Top to bottom, every record is to be copied word for word.

--- Task input ---

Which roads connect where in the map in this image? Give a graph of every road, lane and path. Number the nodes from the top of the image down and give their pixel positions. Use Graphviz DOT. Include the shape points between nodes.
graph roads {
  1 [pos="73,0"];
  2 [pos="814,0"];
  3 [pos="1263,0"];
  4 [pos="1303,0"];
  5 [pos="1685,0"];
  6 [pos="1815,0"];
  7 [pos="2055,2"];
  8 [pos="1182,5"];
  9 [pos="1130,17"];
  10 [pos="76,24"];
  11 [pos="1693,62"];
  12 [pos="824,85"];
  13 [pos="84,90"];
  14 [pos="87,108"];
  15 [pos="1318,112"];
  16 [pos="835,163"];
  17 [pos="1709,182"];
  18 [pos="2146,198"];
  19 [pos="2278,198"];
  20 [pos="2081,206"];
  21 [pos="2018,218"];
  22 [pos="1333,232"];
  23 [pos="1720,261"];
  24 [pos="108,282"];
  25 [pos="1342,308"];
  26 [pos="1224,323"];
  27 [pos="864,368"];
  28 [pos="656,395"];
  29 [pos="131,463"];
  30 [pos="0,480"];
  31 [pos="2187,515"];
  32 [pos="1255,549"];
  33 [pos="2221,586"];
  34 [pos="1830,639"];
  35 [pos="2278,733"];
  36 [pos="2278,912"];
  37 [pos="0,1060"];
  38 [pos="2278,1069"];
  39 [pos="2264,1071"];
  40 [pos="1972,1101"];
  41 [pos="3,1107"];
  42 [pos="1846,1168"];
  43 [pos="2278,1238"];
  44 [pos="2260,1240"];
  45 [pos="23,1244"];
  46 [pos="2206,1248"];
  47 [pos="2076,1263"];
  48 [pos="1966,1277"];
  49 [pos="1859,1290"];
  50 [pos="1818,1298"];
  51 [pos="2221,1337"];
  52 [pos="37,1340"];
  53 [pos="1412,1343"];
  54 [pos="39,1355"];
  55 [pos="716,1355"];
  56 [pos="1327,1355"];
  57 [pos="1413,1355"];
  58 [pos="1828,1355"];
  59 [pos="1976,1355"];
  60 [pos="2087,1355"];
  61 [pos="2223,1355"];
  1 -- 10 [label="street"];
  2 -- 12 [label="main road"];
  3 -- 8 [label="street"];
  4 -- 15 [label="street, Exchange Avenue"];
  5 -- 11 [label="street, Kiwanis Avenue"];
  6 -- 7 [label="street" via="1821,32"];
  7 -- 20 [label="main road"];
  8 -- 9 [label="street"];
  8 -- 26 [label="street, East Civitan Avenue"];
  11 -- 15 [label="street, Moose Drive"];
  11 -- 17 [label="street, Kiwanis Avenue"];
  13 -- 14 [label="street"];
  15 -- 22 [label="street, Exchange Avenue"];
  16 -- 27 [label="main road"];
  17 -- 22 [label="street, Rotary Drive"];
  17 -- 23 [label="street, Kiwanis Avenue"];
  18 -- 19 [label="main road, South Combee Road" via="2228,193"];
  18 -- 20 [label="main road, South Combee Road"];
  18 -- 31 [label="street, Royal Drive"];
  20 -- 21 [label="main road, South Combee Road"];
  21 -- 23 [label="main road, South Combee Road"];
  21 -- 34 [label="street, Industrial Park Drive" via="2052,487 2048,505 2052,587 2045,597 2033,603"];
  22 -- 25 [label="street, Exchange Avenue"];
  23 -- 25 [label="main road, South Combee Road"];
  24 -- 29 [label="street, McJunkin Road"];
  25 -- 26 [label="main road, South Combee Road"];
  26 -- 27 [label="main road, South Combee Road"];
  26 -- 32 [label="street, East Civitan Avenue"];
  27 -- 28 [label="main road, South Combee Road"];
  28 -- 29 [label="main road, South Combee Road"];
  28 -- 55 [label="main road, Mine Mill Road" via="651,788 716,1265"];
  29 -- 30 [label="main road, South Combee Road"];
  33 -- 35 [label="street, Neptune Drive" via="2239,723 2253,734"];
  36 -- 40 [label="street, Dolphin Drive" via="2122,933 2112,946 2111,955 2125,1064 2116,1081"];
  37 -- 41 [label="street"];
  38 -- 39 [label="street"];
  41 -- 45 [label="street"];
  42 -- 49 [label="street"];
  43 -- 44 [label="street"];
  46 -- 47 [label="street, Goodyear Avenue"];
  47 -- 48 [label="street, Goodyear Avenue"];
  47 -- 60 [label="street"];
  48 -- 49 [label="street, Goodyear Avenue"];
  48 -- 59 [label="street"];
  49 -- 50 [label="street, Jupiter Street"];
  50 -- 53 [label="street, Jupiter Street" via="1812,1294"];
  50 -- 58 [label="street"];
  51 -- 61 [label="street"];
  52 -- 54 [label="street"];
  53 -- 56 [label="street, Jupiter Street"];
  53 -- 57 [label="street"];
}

---

Answer area:
Which roads connect where in the map in this image? Give a graph of every road, lane and path. Number the nodes from the top of the image down and give their pixel positions. Use Graphviz DOT. Include the shape points between nodes.
graph roads {
  1 [pos="73,0"];
  2 [pos="814,0"];
  3 [pos="1263,0"];
  4 [pos="1303,0"];
  5 [pos="1685,0"];
  6 [pos="1815,0"];
  7 [pos="2055,2"];
  8 [pos="1182,5"];
  9 [pos="1130,17"];
  10 [pos="76,24"];
  11 [pos="1693,62"];
  12 [pos="824,85"];
  13 [pos="84,90"];
  14 [pos="87,108"];
  15 [pos="1318,112"];
  16 [pos="835,163"];
  17 [pos="1709,182"];
  18 [pos="2146,198"];
  19 [pos="2278,198"];
  20 [pos="2081,206"];
  21 [pos="2018,218"];
  22 [pos="1333,232"];
  23 [pos="1720,261"];
  24 [pos="108,282"];
  25 [pos="1342,308"];
  26 [pos="1224,323"];
  27 [pos="864,368"];
  28 [pos="656,395"];
  29 [pos="131,463"];
  30 [pos="0,480"];
  31 [pos="2187,515"];
  32 [pos="1255,549"];
  33 [pos="2221,586"];
  34 [pos="1830,639"];
  35 [pos="2278,733"];
  36 [pos="2278,912"];
  37 [pos="0,1060"];
  38 [pos="2278,1069"];
  39 [pos="2264,1071"];
  40 [pos="1972,1101"];
  41 [pos="3,1107"];
  42 [pos="1846,1168"];
  43 [pos="2278,1238"];
  44 [pos="2260,1240"];
  45 [pos="23,1244"];
  46 [pos="2206,1248"];
  47 [pos="2076,1263"];
  48 [pos="1966,1277"];
  49 [pos="1859,1290"];
  50 [pos="1818,1298"];
  51 [pos="2221,1337"];
  52 [pos="37,1340"];
  53 [pos="1412,1343"];
  54 [pos="39,1355"];
  55 [pos="716,1355"];
  56 [pos="1327,1355"];
  57 [pos="1413,1355"];
  58 [pos="1828,1355"];
  59 [pos="1976,1355"];
  60 [pos="2087,1355"];
  61 [pos="2223,1355"];
  1 -- 10 [label="street"];
  2 -- 12 [label="main road"];
  3 -- 8 [label="street"];
  4 -- 15 [label="street, Exchange Avenue"];
  5 -- 11 [label="street, Kiwanis Avenue"];
  6 -- 7 [label="street" via="1821,32"];
  7 -- 20 [label="main road"];
  8 -- 9 [label="street"];
  8 -- 26 [label="street, East Civitan Avenue"];
  11 -- 15 [label="street, Moose Drive"];
  11 -- 17 [label="street, Kiwanis Avenue"];
  13 -- 14 [label="street"];
  15 -- 22 [label="street, Exchange Avenue"];
  16 -- 27 [label="main road"];
  17 -- 22 [label="street, Rotary Drive"];
  17 -- 23 [label="street, Kiwanis Avenue"];
  18 -- 19 [label="main road, South Combee Road" via="2228,193"];
  18 -- 20 [label="main road, South Combee Road"];
  18 -- 31 [label="street, Royal Drive"];
  20 -- 21 [label="main road, South Combee Road"];
  21 -- 23 [label="main road, South Combee Road"];
  21 -- 34 [label="street, Industrial Park Drive" via="2052,487 2048,505 2052,587 2045,597 2033,603"];
  22 -- 25 [label="street, Exchange Avenue"];
  23 -- 25 [label="main road, South Combee Road"];
  24 -- 29 [label="street, McJunkin Road"];
  25 -- 26 [label="main road, South Combee Road"];
  26 -- 27 [label="main road, South Combee Road"];
  26 -- 32 [label="street, East Civitan Avenue"];
  27 -- 28 [label="main road, South Combee Road"];
  28 -- 29 [label="main road, South Combee Road"];
  28 -- 55 [label="main road, Mine Mill Road" via="651,788 716,1265"];
  29 -- 30 [label="main road, South Combee Road"];
  33 -- 35 [label="street, Neptune Drive" via="2239,723 2253,734"];
  36 -- 40 [label="street, Dolphin Drive" via="2122,933 2112,946 2111,955 2125,1064 2116,1081"];
  37 -- 41 [label="street"];
  38 -- 39 [label="street"];
  41 -- 45 [label="street"];
  42 -- 49 [label="street"];
  43 -- 44 [label="street"];
  46 -- 47 [label="street, Goodyear Avenue"];
  47 -- 48 [label="street, Goodyear Avenue"];
  47 -- 60 [label="street"];
  48 -- 49 [label="street, Goodyear Avenue"];
  48 -- 59 [label="street"];
  49 -- 50 [label="street, Jupiter Street"];
  50 -- 53 [label="street, Jupiter Street" via="1812,1294"];
  50 -- 58 [label="street"];
  51 -- 61 [label="street"];
  52 -- 54 [label="street"];
  53 -- 56 [label="street, Jupiter Street"];
  53 -- 57 [label="street"];
}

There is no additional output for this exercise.